By Enyichukwu Enemanna
Corruption is not an African issue, African Development Bank (AfDB) President, Dr Akinwuni Adesina had stated, noting that what is important is to continue to improve transparency, accountability and the use of public resources.
“The global financial crisis that brought the world down in 2008, that was not in Africa. We have no Wall Street. That collapse came from greed, from corruption, from fraud.
“You have people cooking the books that are in the financial industry in Europe, not in Africa. Corruption is not an African issue”, the AfDB chief was quoted by NAN as saying on Saturday.
He stated further, “The issue is that is not to say that there’s none. What you have to do is to continue to improve transparency, accountability and the use of public resources.”
Adesina, a former Nigerian Minister said during his first visit to Eritrea, he discovered the country has zero per cent record of graft.
“During my first visit to Eritrea, I was talking to UN Development Programme staff. You know what they told me? That, in Eritrea, corruption is zero per cent.
“Why do we not talk about that? That’s the kind of thing that we want to do. For us as a development bank, we take good governance very seriously.
“As far as I am concerned, people’s resources do not belong in other people’s pockets. Governments must be accountable to their people,” he said.
There has to be transparency on how resources are acquired and used, that is why we have a governance programme, he noted.
“When you get money from us, we also support you technically. You are accounting for those resources.

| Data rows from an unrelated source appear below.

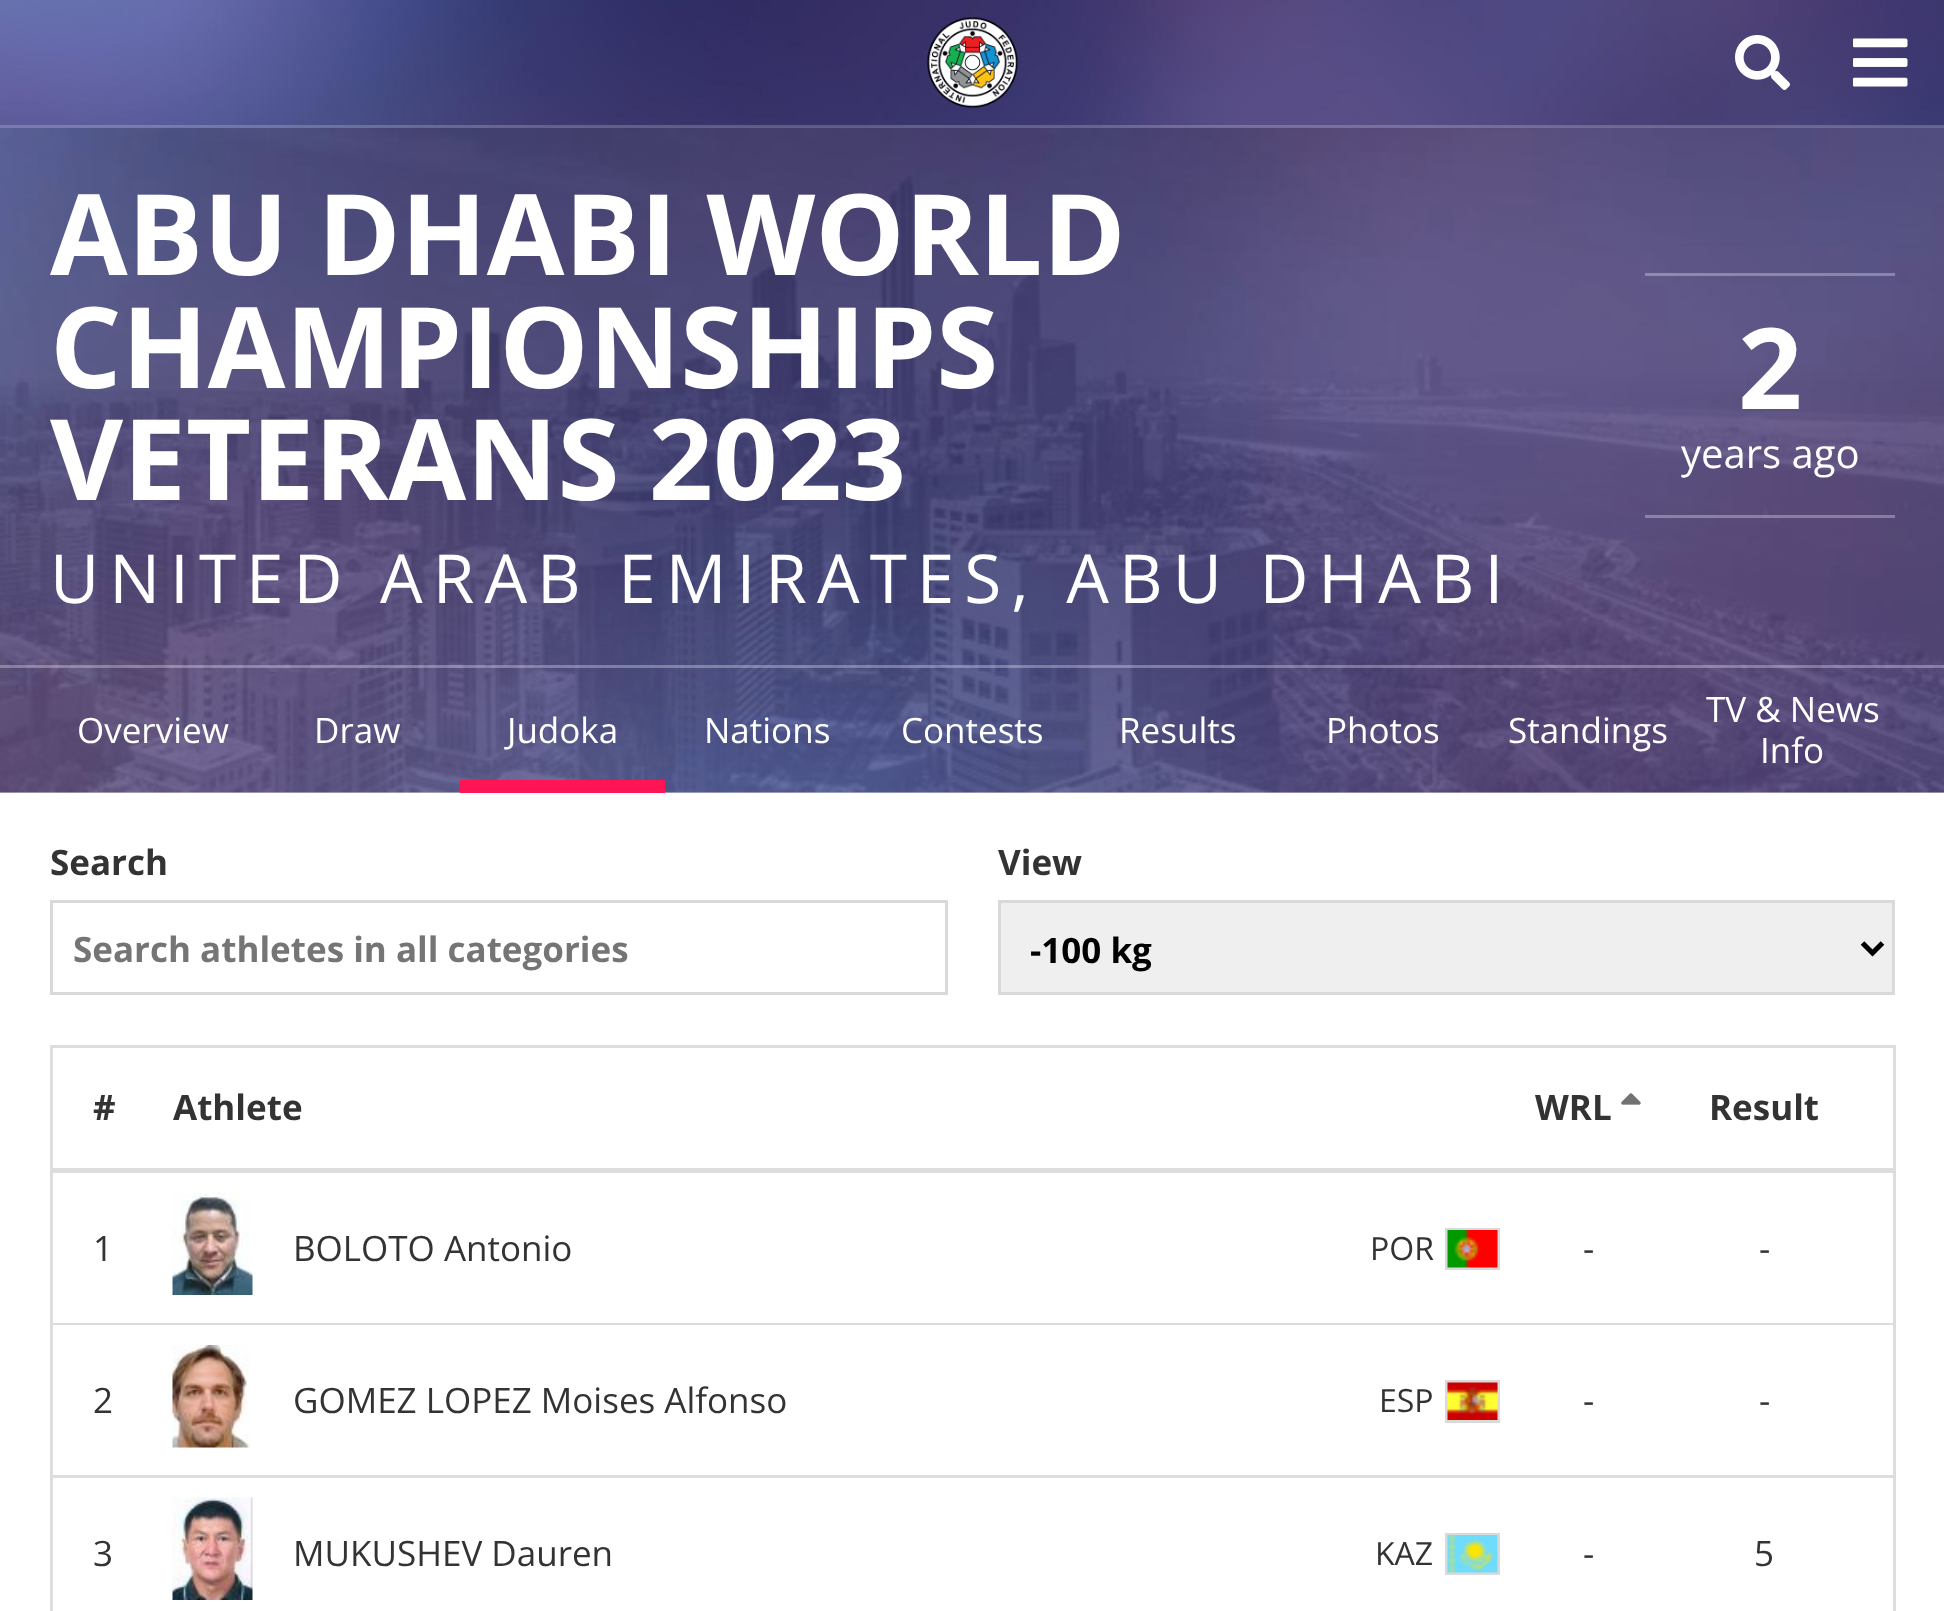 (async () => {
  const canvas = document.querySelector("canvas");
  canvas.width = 1944;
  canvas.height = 1611;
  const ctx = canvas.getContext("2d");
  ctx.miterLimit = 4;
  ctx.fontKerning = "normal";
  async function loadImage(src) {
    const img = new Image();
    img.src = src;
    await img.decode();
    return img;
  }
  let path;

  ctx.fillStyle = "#e2e2e2";
  ctx.fillRect(0, 0, 1944, 1611);
  ctx.drawImage(await loadImage("img/5.png"), 0, 127, 1944, 666);
  ctx.drawImage(await loadImage("img/6.png"), 0, 127, 1944, 666);
  ctx.drawImage(await loadImage("img/1.png"), 0, 0, 1944, 128);
  ctx.fillStyle = "rgba(255, 255, 255, 0.2)";
  ctx.fillRect(0, 125, 1944, 3);
  ctx.drawImage(await loadImage("img/2.png"), 927, 17, 91, 91);
  ctx.drawImage(await loadImage("img/3.png"), 1735, 35, 55, 55);
  ctx.drawImage(await loadImage("img/4.png"), 1853, 38, 55, 49);
  for (const [x, y, w, h, color] of [
    [1645, 273, 250, 3, "rgba(255, 255, 255, 0.3)"],
    [1645, 515, 250, 3, "rgba(255, 255, 255, 0.3)"],
    [0, 665, 1944, 3, "rgba(255, 255, 255, 0.3)"],
    [460, 780, 205, 13, "#ff1553"],
    [0, 793, 1944, 818, "#ffffff"],
  ]) {
    ctx.fillStyle = color;
    ctx.fillRect(x, y, w, h);
  }
  ctx.strokeStyle = "#d9d9d9";
  ctx.lineWidth = 3;
  ctx.strokeRect(51.5, 901.5, 895, 92);
  ctx.fillStyle = "#efefef";
  ctx.beginPath();
  ctx.rect(999.5, 901.5, 894, 92);
  ctx.fill();
  ctx.stroke();
  path = new Path2D("M1862.5 943L1872.5 953L1882.5 943");
  ctx.strokeStyle = "#000000";
  ctx.lineWidth = 5;
  ctx.stroke(path);
  for (const [x, y, w, h, color] of [
    [50, 1045, 1845, 3, "#dddddd"],
    [1893, 1045, 3, 566, "#dddddd"],
    [50, 1168, 1845, 5, "#dddddd"],
    [50, 1045, 3, 128, "#dddddd"],
  ]) {
    ctx.fillStyle = color;
    ctx.fillRect(x, y, w, h);
  }
  ctx.drawImage(await loadImage("img/7.png"), 1621, 1093, 20, 12);
  ctx.fillRect(50, 1323, 1845, 2);
  ctx.fillRect(50, 1173, 3, 152);
  ctx.drawImage(await loadImage("img/8.png"), 172, 1192, 81, 103);
  ctx.strokeStyle = "#dadada";
  ctx.lineWidth = 3;
  ctx.strokeRect(1446.5, 1229.5, 52, 39);
  ctx.drawImage(await loadImage("img/9.png"), 1447, 1230, 51, 38);
  ctx.fillRect(50, 1475, 1845, 3);
  ctx.fillRect(50, 1325, 3, 286);
  ctx.drawImage(await loadImage("img/10.png"), 172, 1345, 78, 103);
  ctx.strokeRect(1446.5, 1381.5, 52, 40);
  ctx.drawImage(await loadImage("img/11.png"), 1447, 1382, 51, 38);
  ctx.drawImage(await loadImage("img/12.png"), 172, 1497, 81, 103);
  ctx.strokeRect(1446.5, 1534.5, 52, 39);
  ctx.drawImage(await loadImage("img/13.png"), 1447, 1535, 51, 38);
  ctx.font = "bold 112.5px Open Sans";
  ctx.fillStyle = "#ffffff";
  for (const [text, x, y] of [
    ["ABU DHABI WORLD", 50, 275],
    ["CHAMPIONSHIPS", 50, 388],
    ["VETERANS 2023", 50, 500],
  ]) {
    ctx.fillText(text, x, y);
  }
  ctx.letterSpacing = "10px";
  ctx.font = "67.5px Open Sans";
  ctx.fillText("UNITED ARAB EMIRATES, ABU DHABI", 50, 603);
  ctx.letterSpacing = "0px";
  ctx.font = "bold 112.5px Open Sans";
  ctx.fillText("2", 1738, 409);
  ctx.font = "40px Open Sans";
  ctx.fillText("years ago", 1681, 468);
  ctx.font = "35px Open Sans";
  for (const [text, x, y] of [
    ["Overview", 77, 743],
    ["Draw", 314, 743],
    ["Judoka", 507, 743],
    ["Nations", 704, 743],
    ["Contests", 901, 743],
    ["Results", 1119, 743],
    ["Photos", 1326, 743],
    ["Standings", 1508, 743],
    ["TV & News", 1706, 722],
    ["Info", 1760, 763],
  ]) {
    ctx.fillText(text, x, y);
  }
  ctx.font = "bold 35px Open Sans";
  ctx.fillStyle = "#333333";
  ctx.fillText("Search", 50, 875);
  ctx.fillStyle = "#757575";
  ctx.fillText("Search athletes in all categories", 73, 962);
  ctx.fillStyle = "#333333";
  ctx.fillText("View", 998, 875);
  ctx.fillStyle = "#000000";
  ctx.fillText("-100 kg", 1030, 963);
  ctx.fillStyle = "#333333";
  for (const [text, x, y] of [
    ["#", 93, 1120],
    ["Athlete", 173, 1120],
    ["WRL", 1535, 1120],
    ["Result", 1709, 1120],
  ]) {
    ctx.fillText(text, x, y);
  }
  ctx.font = "35px Open Sans";
  ctx.fillText("1", 93, 1261);
  ctx.fillText("BOLOTO Antonio", 293, 1261);
  ctx.font = "32px Open Sans";
  ctx.fillText("POR", 1370, 1260);
  ctx.font = "35px Open Sans";
  for (const [text, x, y] of [
    ["-", 1583, 1261],
    ["-", 1759, 1261],
    ["2", 93, 1413],
    ["GOMEZ LOPEZ Moises Alfonso", 293, 1413],
  ]) {
    ctx.fillText(text, x, y);
  }
  ctx.font = "32px Open Sans";
  ctx.fillText("ESP", 1379, 1412);
  ctx.font = "35px Open Sans";
  for (const [text, x, y] of [
    ["-", 1583, 1413],
    ["-", 1759, 1413],
    ["3", 93, 1566],
    ["MUKUSHEV Dauren", 293, 1566],
  ]) {
    ctx.fillText(text, x, y);
  }
  ctx.font = "32px Open Sans";
  ctx.fillText("KAZ", 1375, 1565);
  ctx.font = "35px Open Sans";
  ctx.fillText("-", 1583, 1566);
  ctx.fillText("5", 1754, 1566);
})();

“I don’t want to minimise that Africa has a significant amount of illicit capital flows; it does anything between 80 billion and 100 billlion dollars a year.
“But guess what? Those that are doing that are the multinational companies. And so what we have got to do is bring a searchlight to that.”
Adesina expressed sadness about the continent’s constant position at the bottom of the value chain, saying the fastest way to poverty is through exporting raw materials, but the highway to wealth is through global value chains.